Induction will finally serve as payback to boxing’s Tocco
Wednesday, May 31, 2000 | 10:43 a.m.
Johnny Tocco's heart belonged to boxing for most of his 87 years, but the sport rarely returned his affection in equal measure.
As the owner and trainer at Ringside Gym, the Las Vegas boxing landmark on East Charleston near Main, Tocco lived more than half of his life here, all in unyielding service to the fight game.
He was a top-notch trainer, working closely with the likes of Sonny Liston, Larry Holmes and an all-star cast of fighters who dropped by Ringside for a dose of hardboiled boxing instruction.
He was one of the best cut men to ever work a corner. He knew how to stop the bleeding and send his man back into battle with a stern command and a reassuring pat on the backside.
And he was a friend and benefactor to countless down-on-their-luck fighters, often letting them sleep in the back room until they could scrounge up a few bucks to get back on their feet.
Simply put, Johnny Tocco was a throwback long before we called them that. His joint reeked from sweat, cigars and the wobbly morals of some of its inhabitants, but for more than four decades, Ringside was the place to be for boxers, bettors, wise guys and garden-variety hangers-on.
However, for all of Tocco's devotion, he rarely got as good as he gave.
Money was always tight. He made spare change by peddling Ringside T-shirts and hats bearing his likeness, but others sold them illegally and never bothered to give Tocco his cut of the dough. He could've sued the pirates, but that would've cost him more than it was worth.
Other times, Tocco wasn't properly compensated for his time, services and use of his facilities after a big fight. Somehow, the money never trickled down to the lovable curmudgeon who gave so much. He finally had to sell his gym in 1997 for $100,000 to pay his escalating medical bills.
"There were a lot of promises made to Johnny over the years, but he hardly got a thing," said Lem Banker, noted local sports bettor and boxing aficionado. "A lot of people owed Johnny, but he never collected. He deserved better."
Now, three years after Tocco's death, some symbolic payback is beginning to roll in. On Friday, he will be inducted into the Southern Nevada Sports Hall of Fame along with Randall Cunningham, Lionel Hollins, Jim Colbert and Tom Wiesner.

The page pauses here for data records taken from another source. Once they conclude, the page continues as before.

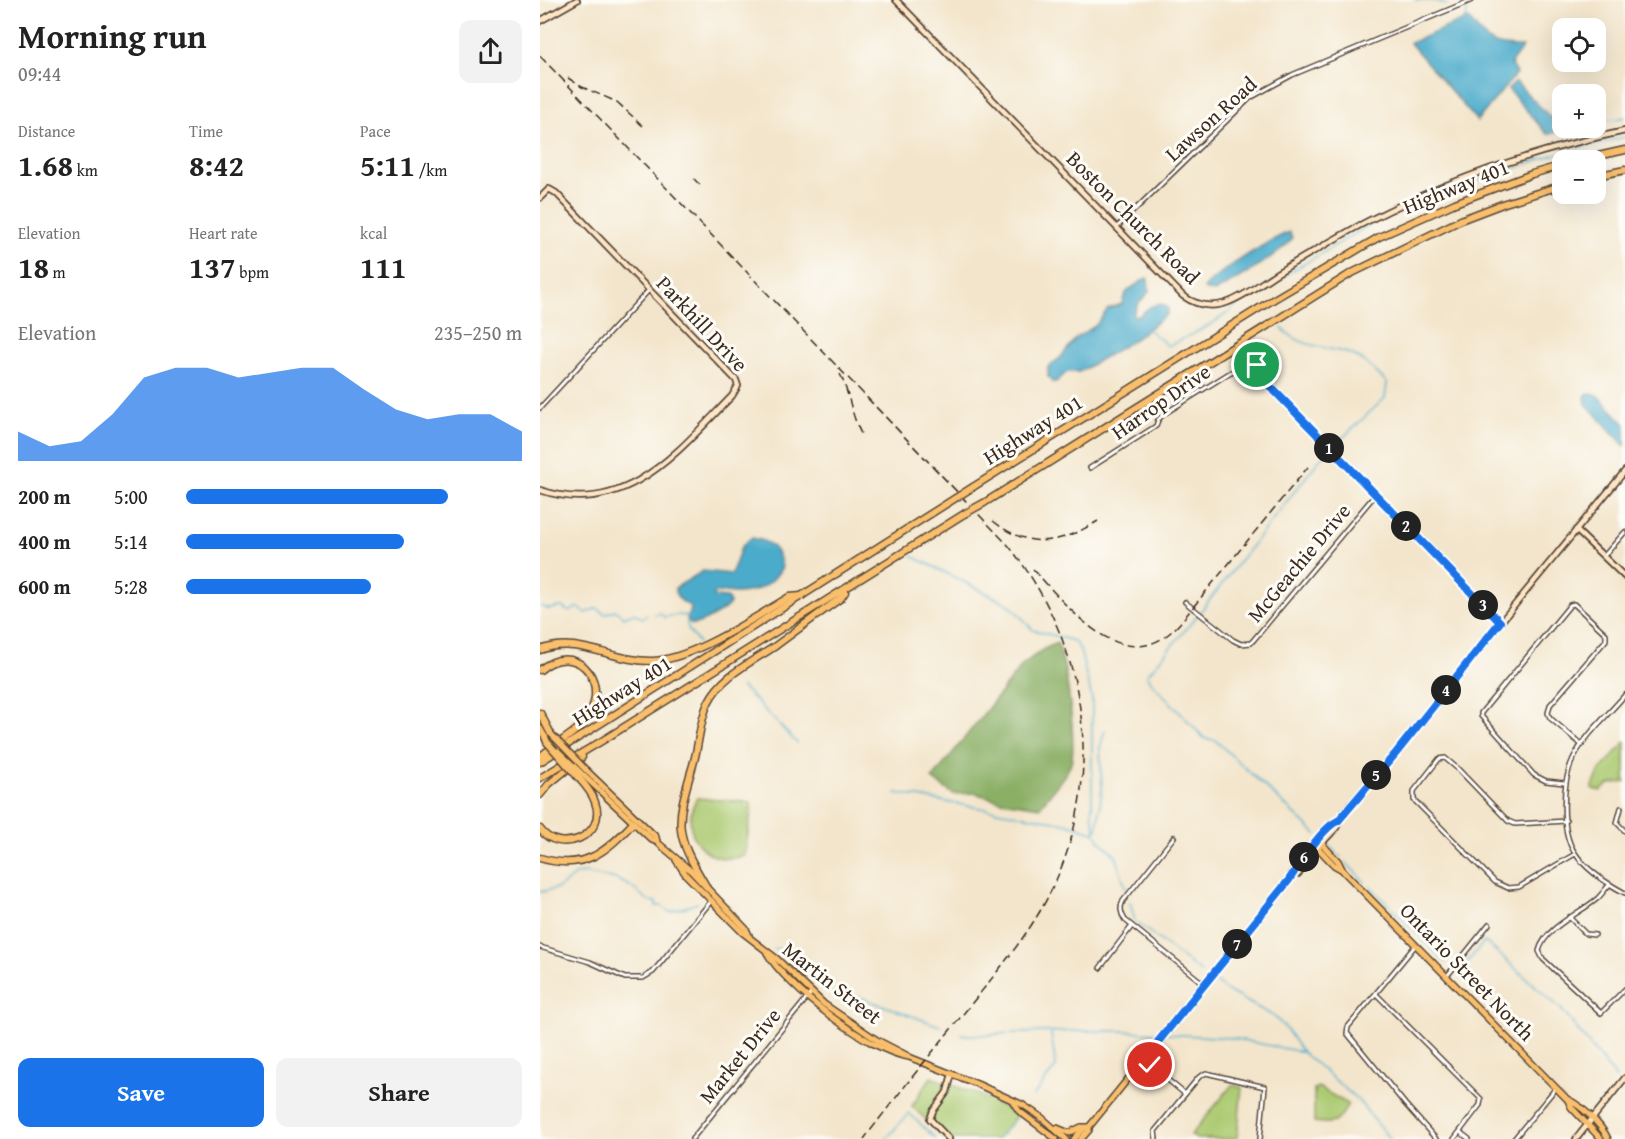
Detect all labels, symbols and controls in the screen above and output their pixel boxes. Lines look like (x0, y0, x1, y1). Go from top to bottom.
text: Morning run (18, 12, 207, 60)
map controls (1552, 18, 1606, 204)
button: locate (1552, 18, 1606, 72)
button: share (459, 20, 522, 83)
text: 09:44 (18, 59, 61, 88)
street label: Lawson Road (1158, 68, 1264, 168)
button: + (1552, 84, 1606, 138)
text: Distance (18, 119, 75, 143)
text: Time (189, 119, 223, 143)
text: Pace (360, 119, 391, 143)
text: 1.68 (18, 143, 73, 187)
text: 8:42 (189, 143, 244, 187)
text: 5:11 (360, 143, 415, 187)
street label: Boston Church Road (1060, 144, 1208, 292)
button: − (1552, 150, 1606, 204)
street label: Highway 401 (1398, 151, 1514, 222)
text: km (73, 158, 98, 182)
text: /km (415, 158, 447, 182)
text: Elevation (18, 221, 81, 245)
text: Heart rate (189, 221, 258, 245)
text: kcal (360, 221, 387, 245)
text: 18 (18, 245, 49, 289)
text: 137 (189, 245, 236, 289)
text: 111 (360, 245, 407, 289)
text: m (49, 260, 66, 284)
text: bpm (236, 260, 269, 284)
street label: Parkhill Drive (650, 269, 755, 379)
text: Elevation (18, 318, 96, 347)
text: 235–250 m (434, 318, 522, 347)
pin (1231, 339, 1282, 390)
icon: arrive (1240, 348, 1273, 381)
street label: Harrop Drive (1105, 356, 1217, 447)
street label: Highway 401 (977, 387, 1088, 472)
pin: 1 (1314, 433, 1344, 463)
text: 1 (1325, 436, 1333, 460)
text: 200 m (18, 482, 71, 511)
text: 5:00 (114, 482, 148, 511)
street label: McGeachie Drive (1240, 496, 1358, 629)
pin: 2 (1391, 511, 1421, 541)
text: 2 (1402, 514, 1410, 538)
text: 400 m (18, 527, 71, 556)
text: 5:14 (114, 527, 148, 556)
text: 600 m (18, 572, 71, 601)
text: 5:28 (114, 572, 148, 601)
pin: 3 (1468, 590, 1498, 620)
text: 3 (1479, 593, 1487, 617)
street label: Highway 401 (566, 648, 677, 733)
pin: 4 (1431, 675, 1461, 705)
text: 4 (1442, 678, 1450, 702)
pin: 5 (1361, 760, 1391, 790)
text: 5 (1372, 763, 1380, 787)
pin: 6 (1289, 842, 1319, 872)
text: 6 (1300, 845, 1308, 869)
street label: Ontario Street North (1393, 895, 1542, 1048)
pin: 7 (1222, 929, 1252, 959)
text: 7 (1233, 932, 1241, 956)
street label: Martin Street (776, 934, 889, 1032)
street label: Market Drive (691, 1001, 788, 1110)
pin (1124, 1039, 1175, 1090)
icon: check (1133, 1048, 1166, 1081)
button: Save (18, 1058, 264, 1127)
button: Share (276, 1058, 522, 1127)

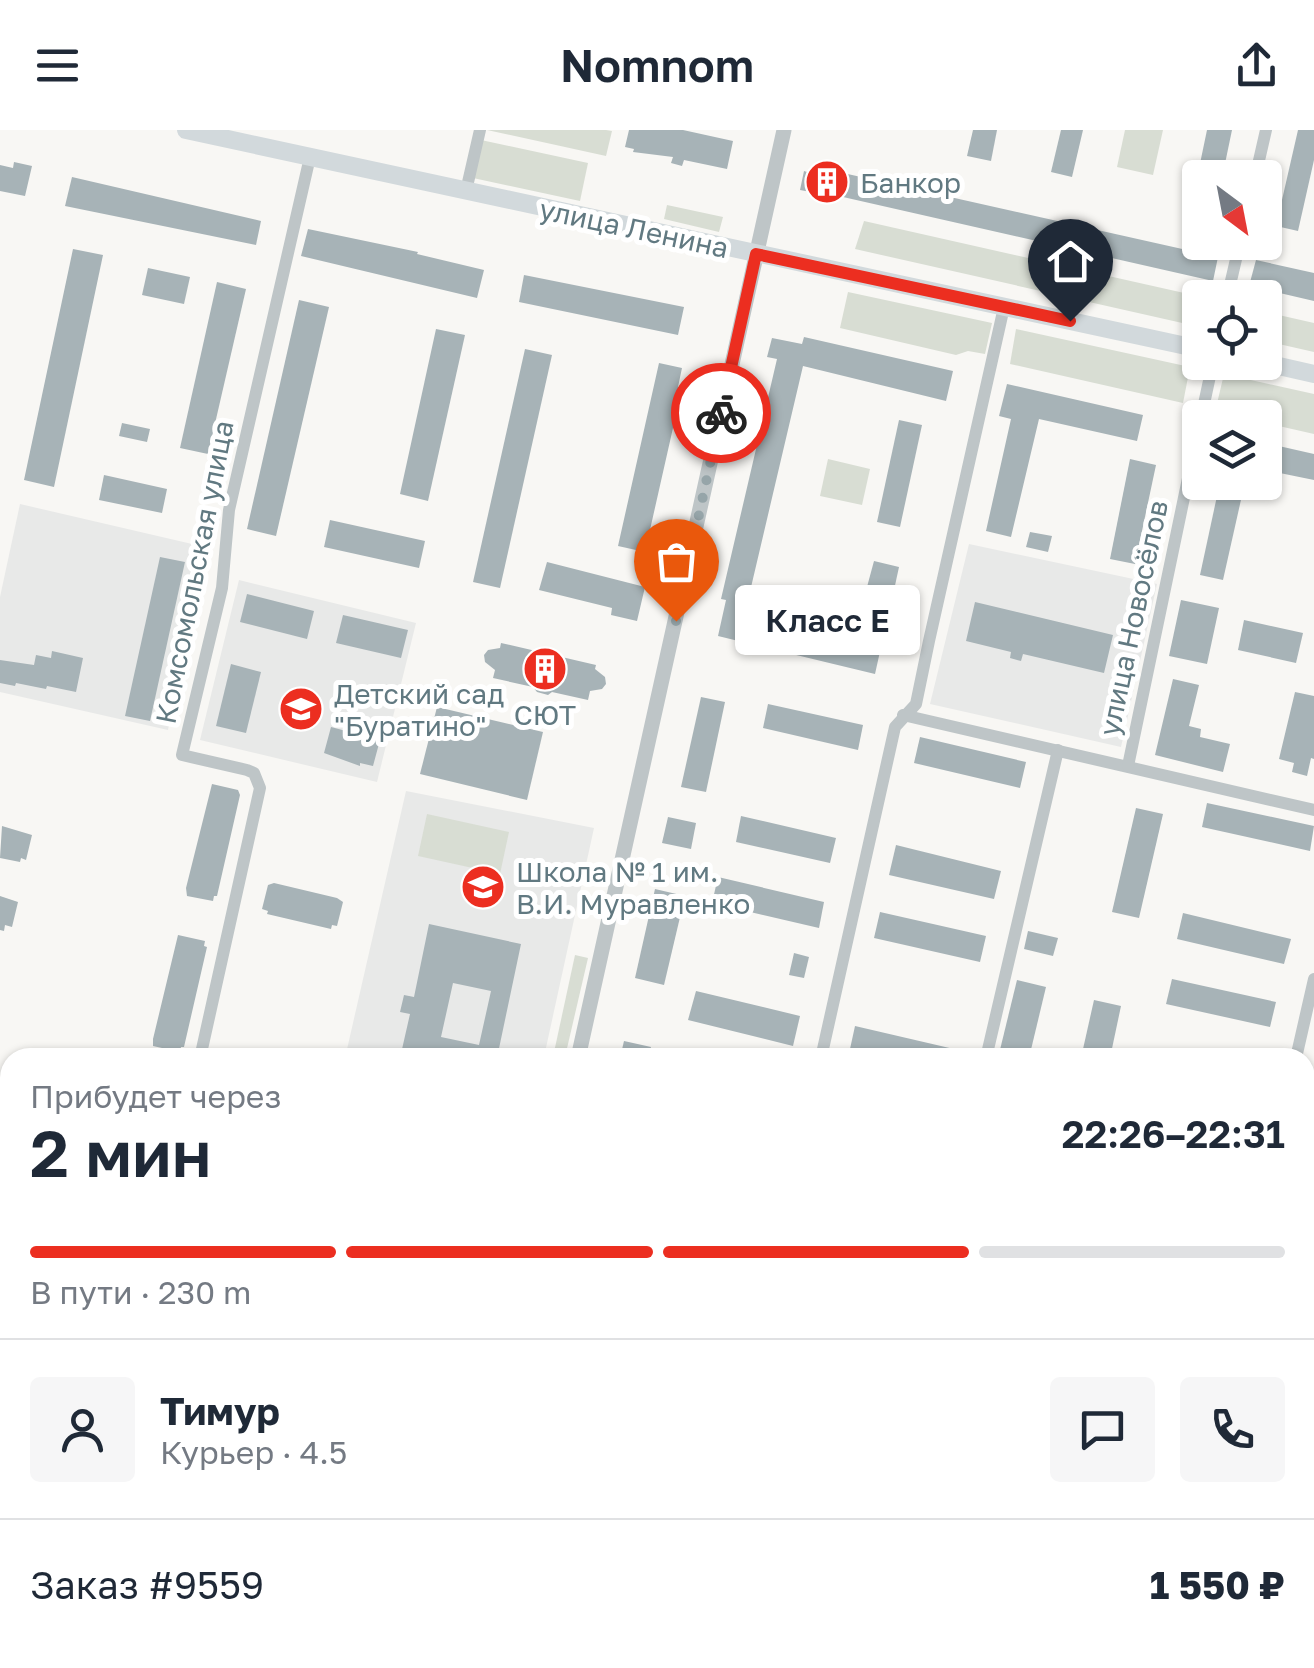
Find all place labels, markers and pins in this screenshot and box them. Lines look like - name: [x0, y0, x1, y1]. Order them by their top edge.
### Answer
- building icon: Банкор: [804, 159, 850, 205]
- place label: Банкор: [860, 166, 961, 199]
- pin: [1028, 219, 1113, 322]
- pin: [634, 519, 719, 622]
- callout: Класс Е: [736, 586, 921, 656]
- building icon: СЮТ: [522, 646, 568, 692]
- place label: Детский сад "Буратино": [334, 677, 504, 742]
- school or university icon: Детский сад "Буратино": [278, 686, 324, 732]
- place label: СЮТ: [514, 698, 576, 731]
- place label: Школа № 1 им. В.И. Муравленко: [516, 855, 750, 920]
- school or university icon: Школа № 1 им. В.И. Муравленко: [460, 864, 506, 910]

It's too late for Tocco to enjoy it, of course, and since he was estranged from his family long ago, Friday's induction will go largely unappreciated. But to those who knew and loved Tocco in Las Vegas, they hope it's the first step of a journey that will end with his induction into the International Boxing Hall of Fame in Canastota, N.Y.
"Johnny certainly ought to be in the Hall of Fame in the special category," said Marc Ratner, executive director of the Nevada State Athletic Commission. "I would love to see him get in."
Banker said, "There are a lot of people who hope Johnny will get that honor. He was a terrific guy and an honorable man. He spent 75 years in boxing. Just look at all the guys who trained in his gym -- Sonny Liston, Mike Tyson, Larry Holmes, (Julio Cesar) Chavez. Everybody was welcome, even if they didn't have the money. So many fighters were broke and couldn't pay."
Ratner viewed Tocco as a tremendous resource, often asking his advice on technical matters, and also enjoyed hanging out at Ringside, listening to stories about the great, doomed Liston.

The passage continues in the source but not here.